The Wren, sometimes pronounced wran, takes place every year on 26th December, St. Stephen’s Day. The Wren boys (or girls!) dress up in old clothes and paint faces. In some parts of the country, they also wear straw hats. They travel from house to house singing, dancing and playing music for the household. In rural areas, it will usually be neighbors that call on the wren often collecting money for a local charity.
It’s a well-maintained tradition in certain parts of the country, particularly in my native county of Kerry. The town of Dingle holds the best known Wren with a parade through the town every Christmas.

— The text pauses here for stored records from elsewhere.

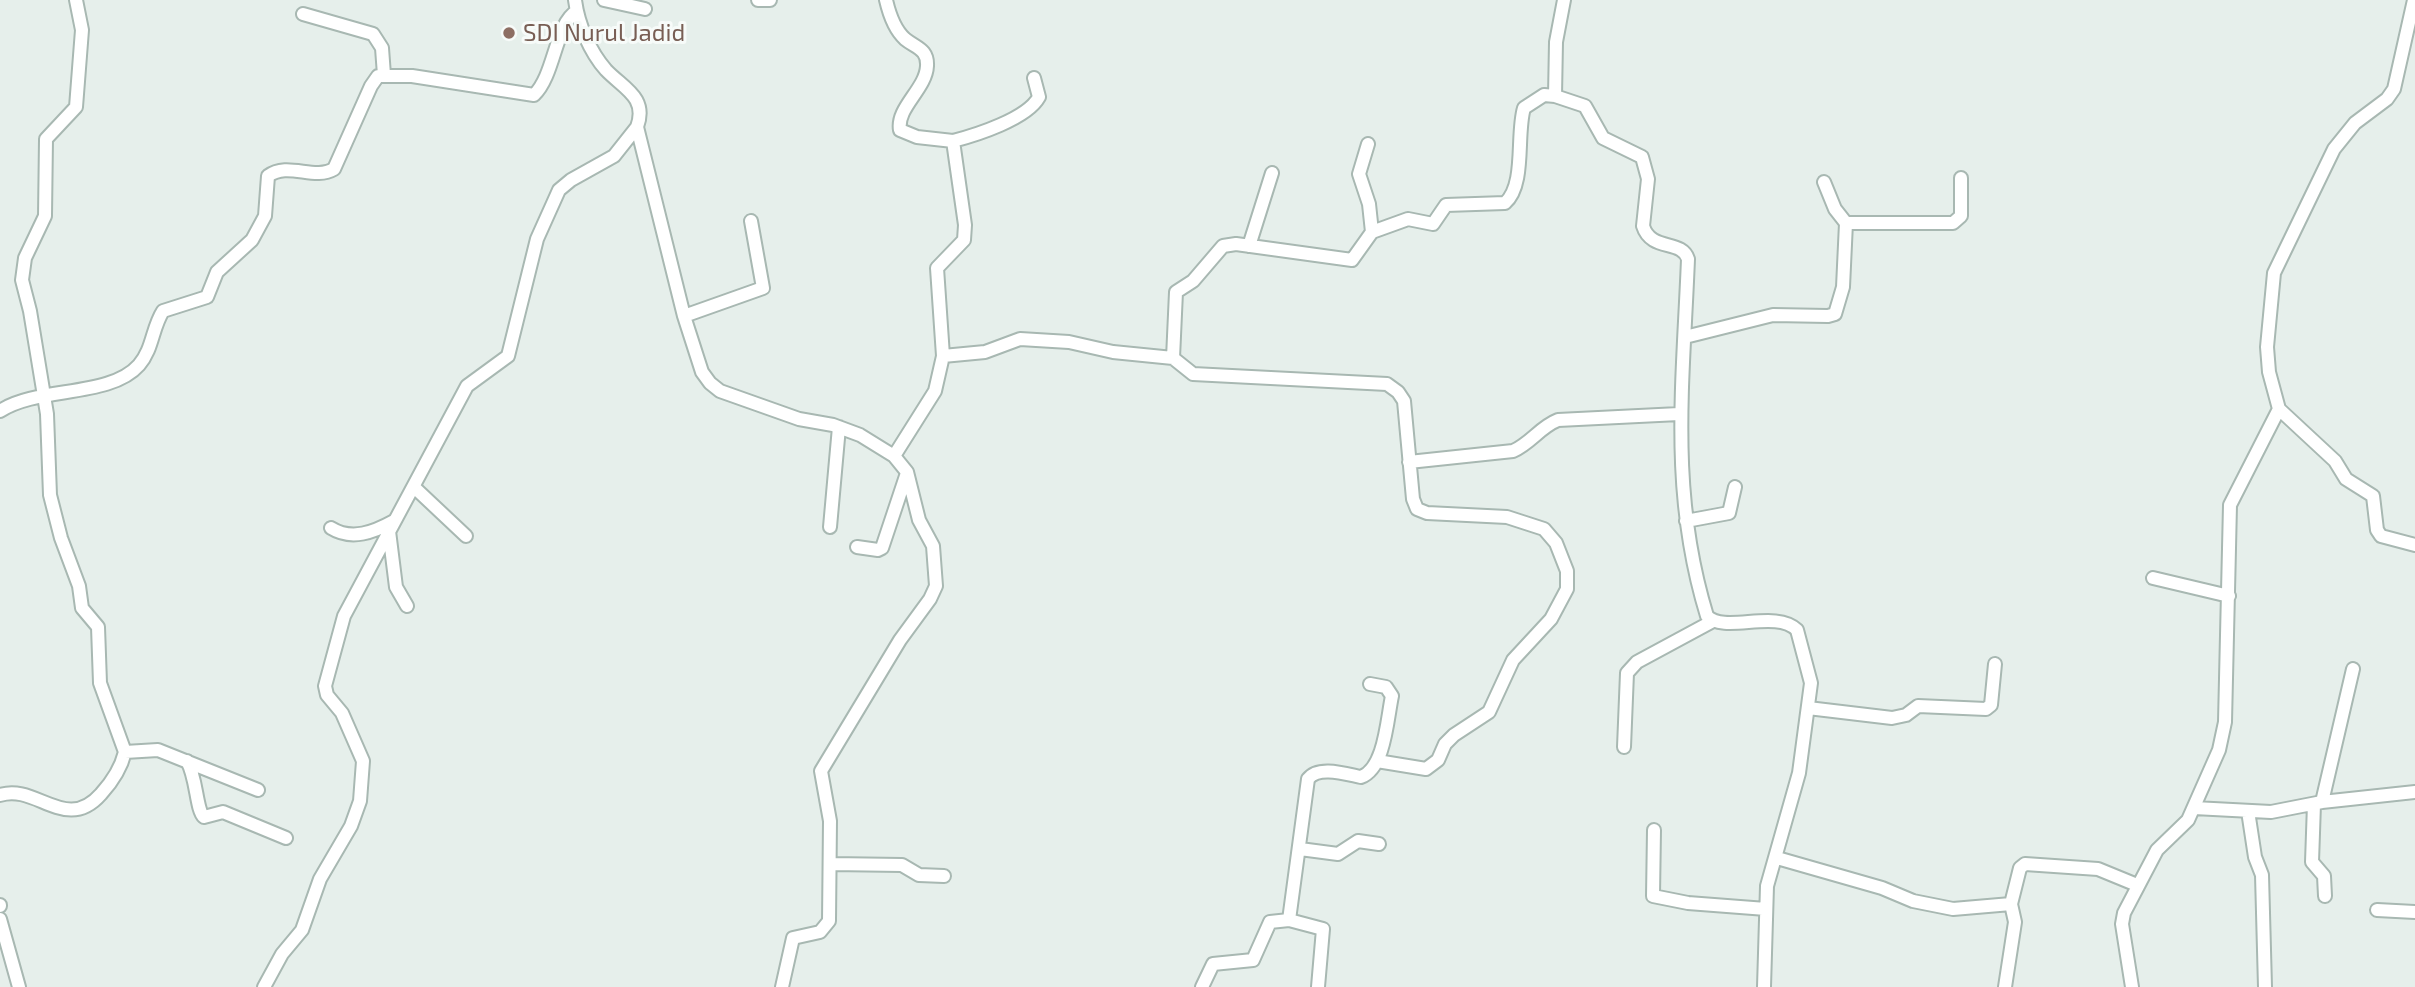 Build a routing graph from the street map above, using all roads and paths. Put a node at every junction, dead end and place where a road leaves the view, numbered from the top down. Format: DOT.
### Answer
graph roads {
  1 [pos="76,0"];
  2 [pos="604,0"];
  3 [pos="758,0"];
  4 [pos="770,0"];
  5 [pos="886,0"];
  6 [pos="1564,0"];
  7 [pos="2414,0"];
  8 [pos="576,6"];
  9 [pos="645,9"];
  10 [pos="303,14"];
  11 [pos="2408,50"];
  12 [pos="384,75"];
  13 [pos="1034,78"];
  14 [pos="1555,96"];
  15 [pos="637,127"];
  16 [pos="953,141"];
  17 [pos="1368,144"];
  18 [pos="1272,173"];
  19 [pos="1961,178"];
  20 [pos="1824,182"];
  21 [pos="751,221"];
  22 [pos="1846,223"];
  23 [pos="1372,232"];
  24 [pos="1250,246"];
  25 [pos="684,316"];
  26 [pos="1685,337"];
  27 [pos="943,356"];
  28 [pos="1173,358"];
  29 [pos="45,395"];
  30 [pos="2278,409"];
  31 [pos="0,411"];
  32 [pos="1679,414"];
  33 [pos="839,427"];
  34 [pos="894,456"];
  35 [pos="1409,462"];
  36 [pos="907,472"];
  37 [pos="1735,487"];
  38 [pos="415,488"];
  39 [pos="1686,521"];
  40 [pos="392,526"];
  41 [pos="830,527"];
  42 [pos="331,528"];
  43 [pos="466,536"];
  44 [pos="2415,545"];
  45 [pos="857,547"];
  46 [pos="2153,578"];
  47 [pos="2229,596"];
  48 [pos="407,606"];
  49 [pos="1713,621"];
  50 [pos="1995,664"];
  51 [pos="2353,669"];
  52 [pos="1370,684"];
  53 [pos="1808,708"];
  54 [pos="1624,747"];
  55 [pos="125,752"];
  56 [pos="187,761"];
  57 [pos="1377,761"];
  58 [pos="258,790"];
  59 [pos="2415,792"];
  60 [pos="0,795"];
  61 [pos="2318,803"];
  62 [pos="2194,808"];
  63 [pos="2248,811"];
  64 [pos="1654,830"];
  65 [pos="286,838"];
  66 [pos="1379,844"];
  67 [pos="1300,849"];
  68 [pos="1777,858"];
  69 [pos="831,864"];
  70 [pos="944,876"];
  71 [pos="2137,885"];
  72 [pos="2325,896"];
  73 [pos="2011,904"];
  74 [pos="1766,909"];
  75 [pos="2377,910"];
  76 [pos="2415,912"];
  77 [pos="0,919"];
  78 [pos="1289,920"];
  79 [pos="19,987"];
  80 [pos="264,987"];
  81 [pos="782,987"];
  82 [pos="1202,987"];
  83 [pos="1318,987"];
  84 [pos="1764,987"];
  85 [pos="2006,987"];
  86 [pos="2132,987"];
  87 [pos="2265,987"];
  1 -- 29 [label="street"];
  2 -- 9 [label="street"];
  3 -- 4 [label="street"];
  5 -- 16 [label="street"];
  6 -- 14 [label="street"];
  7 -- 11 [label="street"];
  8 -- 12 [label="street"];
  8 -- 15 [label="street"];
  10 -- 12 [label="street"];
  11 -- 30 [label="street"];
  12 -- 29 [label="street"];
  13 -- 16 [label="street"];
  14 -- 23 [label="street"];
  14 -- 26 [label="street"];
  15 -- 25 [label="street"];
  15 -- 38 [label="street"];
  16 -- 27 [label="street"];
  17 -- 23 [label="street"];
  18 -- 24 [label="street"];
  19 -- 22 [label="street"];
  20 -- 22 [label="street"];
  21 -- 25 [label="street"];
  22 -- 26 [label="street"];
  23 -- 24 [label="street"];
  24 -- 28 [label="street"];
  25 -- 33 [label="street"];
  26 -- 32 [label="street"];
  27 -- 28 [label="street"];
  27 -- 34 [label="street"];
  28 -- 35 [label="street"];
  29 -- 31 [label="street"];
  29 -- 55 [label="street"];
  30 -- 44 [label="street"];
  30 -- 47 [label="street"];
  32 -- 35 [label="street"];
  32 -- 39 [label="street"];
  33 -- 34 [label="street"];
  33 -- 41 [label="street"];
  34 -- 36 [label="street"];
  35 -- 57 [label="street"];
  36 -- 45 [label="street"];
  36 -- 69 [label="street"];
  37 -- 39 [label="street"];
  38 -- 40 [label="street"];
  38 -- 43 [label="street"];
  39 -- 49 [label="street"];
  40 -- 42 [label="street"];
  40 -- 48 [label="street"];
  40 -- 80 [label="street"];
  46 -- 47 [label="street"];
  47 -- 62 [label="street"];
  49 -- 53 [label="street"];
  49 -- 54 [label="street"];
  50 -- 53 [label="street"];
  51 -- 61 [label="street"];
  52 -- 57 [label="street"];
  53 -- 68 [label="street"];
  55 -- 56 [label="street"];
  55 -- 60 [label="street"];
  56 -- 58 [label="street"];
  56 -- 65 [label="street"];
  57 -- 67 [label="street"];
  59 -- 61 [label="street"];
  61 -- 63 [label="street"];
  61 -- 72 [label="street"];
  62 -- 63 [label="street"];
  62 -- 71 [label="street"];
  63 -- 87 [label="street"];
  64 -- 74 [label="street"];
  66 -- 67 [label="street"];
  67 -- 78 [label="street"];
  68 -- 73 [label="street"];
  68 -- 74 [label="street"];
  69 -- 70 [label="street"];
  69 -- 81 [label="street"];
  71 -- 73 [label="street"];
  71 -- 86 [label="street"];
  73 -- 85 [label="street"];
  74 -- 84 [label="street"];
  75 -- 76 [label="street"];
  77 -- 79 [label="street"];
  78 -- 82 [label="street"];
  78 -- 83 [label="street"];
}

Every year in my home town of Listowel they have an All Ireland wren boys competition where a stage is erected in the main square of the town and each wren boy group performs for the crowd. It’s a great night with all the wren boys parading through the town playing music and holding pitchforks with lighting turf. It sounds a bit crazy when I write it now but honestly, it’s brilliant!
So now you know what the Wren is you’re probably wondering why?!

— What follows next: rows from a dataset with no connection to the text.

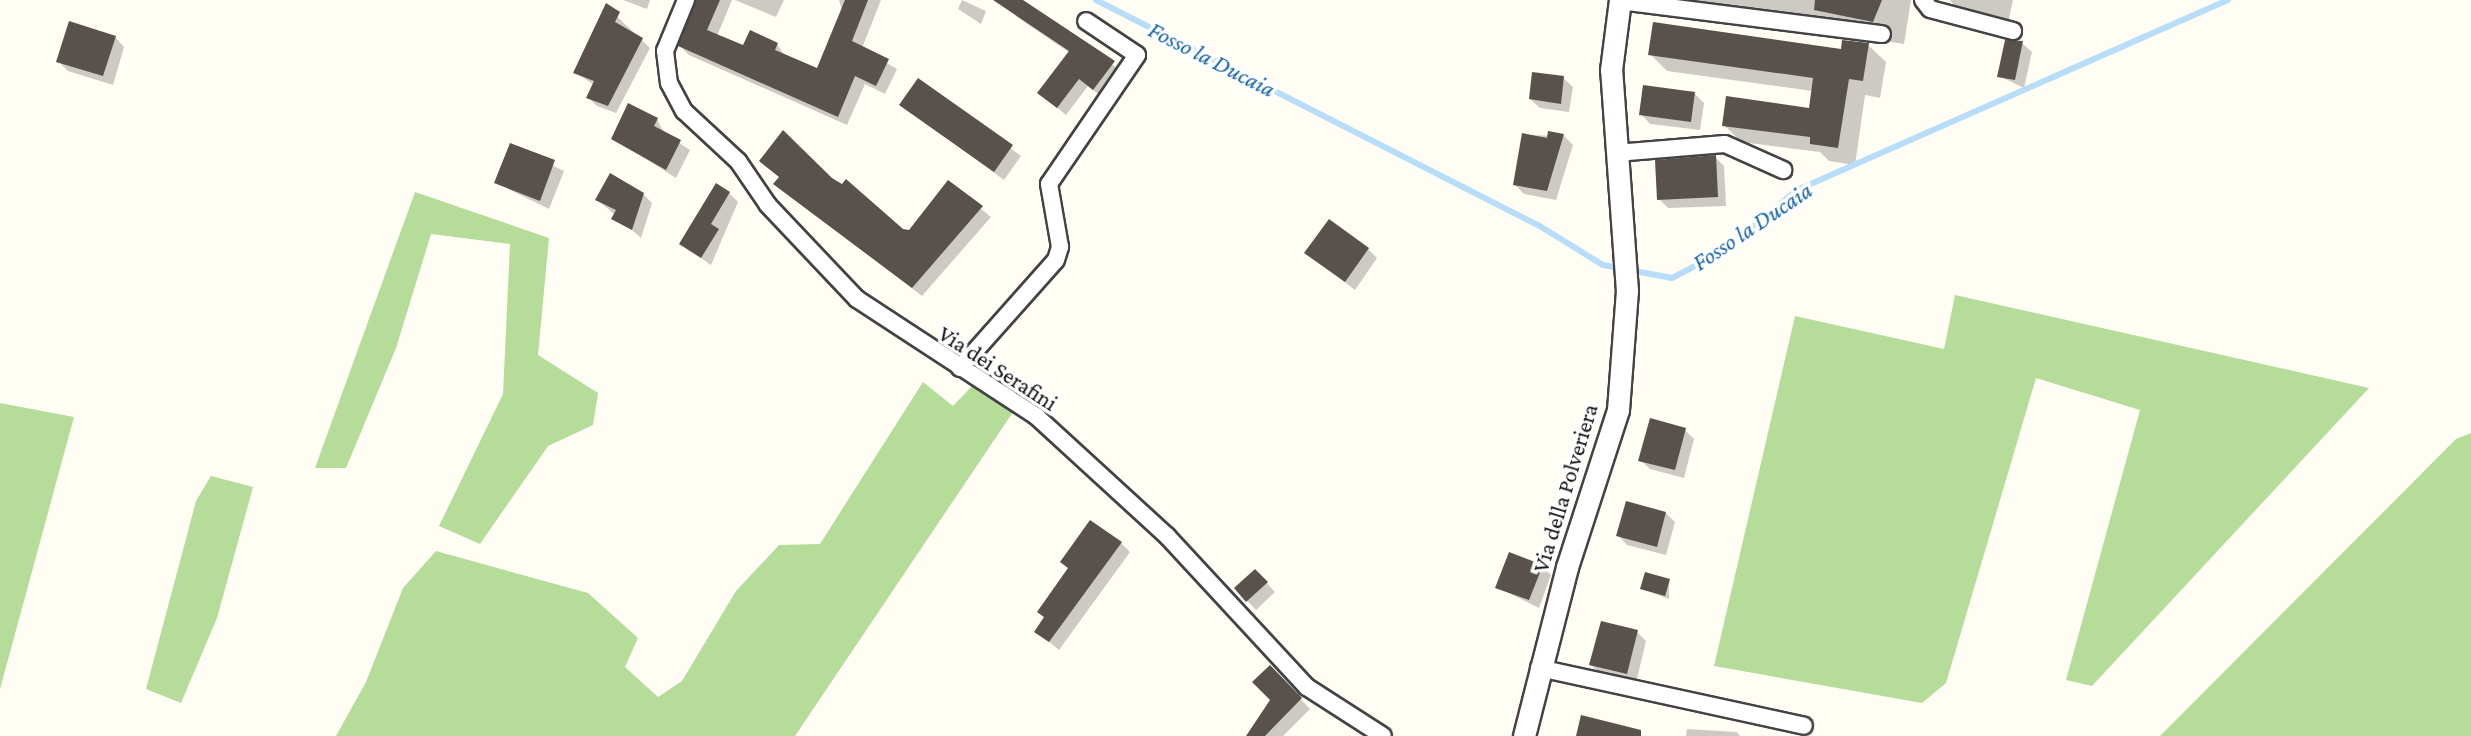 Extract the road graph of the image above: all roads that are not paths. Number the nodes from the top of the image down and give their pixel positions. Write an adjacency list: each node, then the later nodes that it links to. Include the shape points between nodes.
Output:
1 (686, 0): 9 (street, Via dei Serafini, via 664,69 684,111 738,161 768,205 857,299)
2 (1923, 0): 5 (street, via 1930,9)
3 (1620, 1): 6 (street); 7 (street, Via della Polveriera, via 1611,70)
4 (1086, 21): 9 (street, via 1137,55 1049,184 1060,247 1056,260)
5 (2013, 31)
6 (1882, 34)
7 (1616, 153): 8 (street, via 1725,144); 10 (street, Via della Polveriera, via 1626,285 1618,410)
8 (1783, 170)
9 (960, 368): 12 (street, Via dei Serafini, via 1035,416 1205,574 1307,687)
10 (1539, 668): 11 (street); 13 (street, Via della Polveriera)
11 (1804, 726)
12 (1383, 736)
13 (1524, 736)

Well, the history of the Wren predates Christmas, its origins are in Irish mythology where birds held great prominence. They were believed to be a link between this world and the next. The wren is said to have betrayed Irish soldiers fighting Norsemen by beating their wings on their shields. The poor wren is also blamed for betraying St. Stephen the first Christian martyr. This is probably why the wren was once hunted on this day. In former times it was hunted and then nailed to a pole at the head of the procession. Thankfully some traditions have died out but you can still hear people saying this poem on the 26th December.
The wren the wren the kings of all birds,
On St. Stephen’s Day it was caught in the furze
Up with the kettle and down with the pan
Give me a penny to bury the wren.
Nollaig Shona Duit – Irish for Happy Christmas (pronounced Null-ig hun na dit).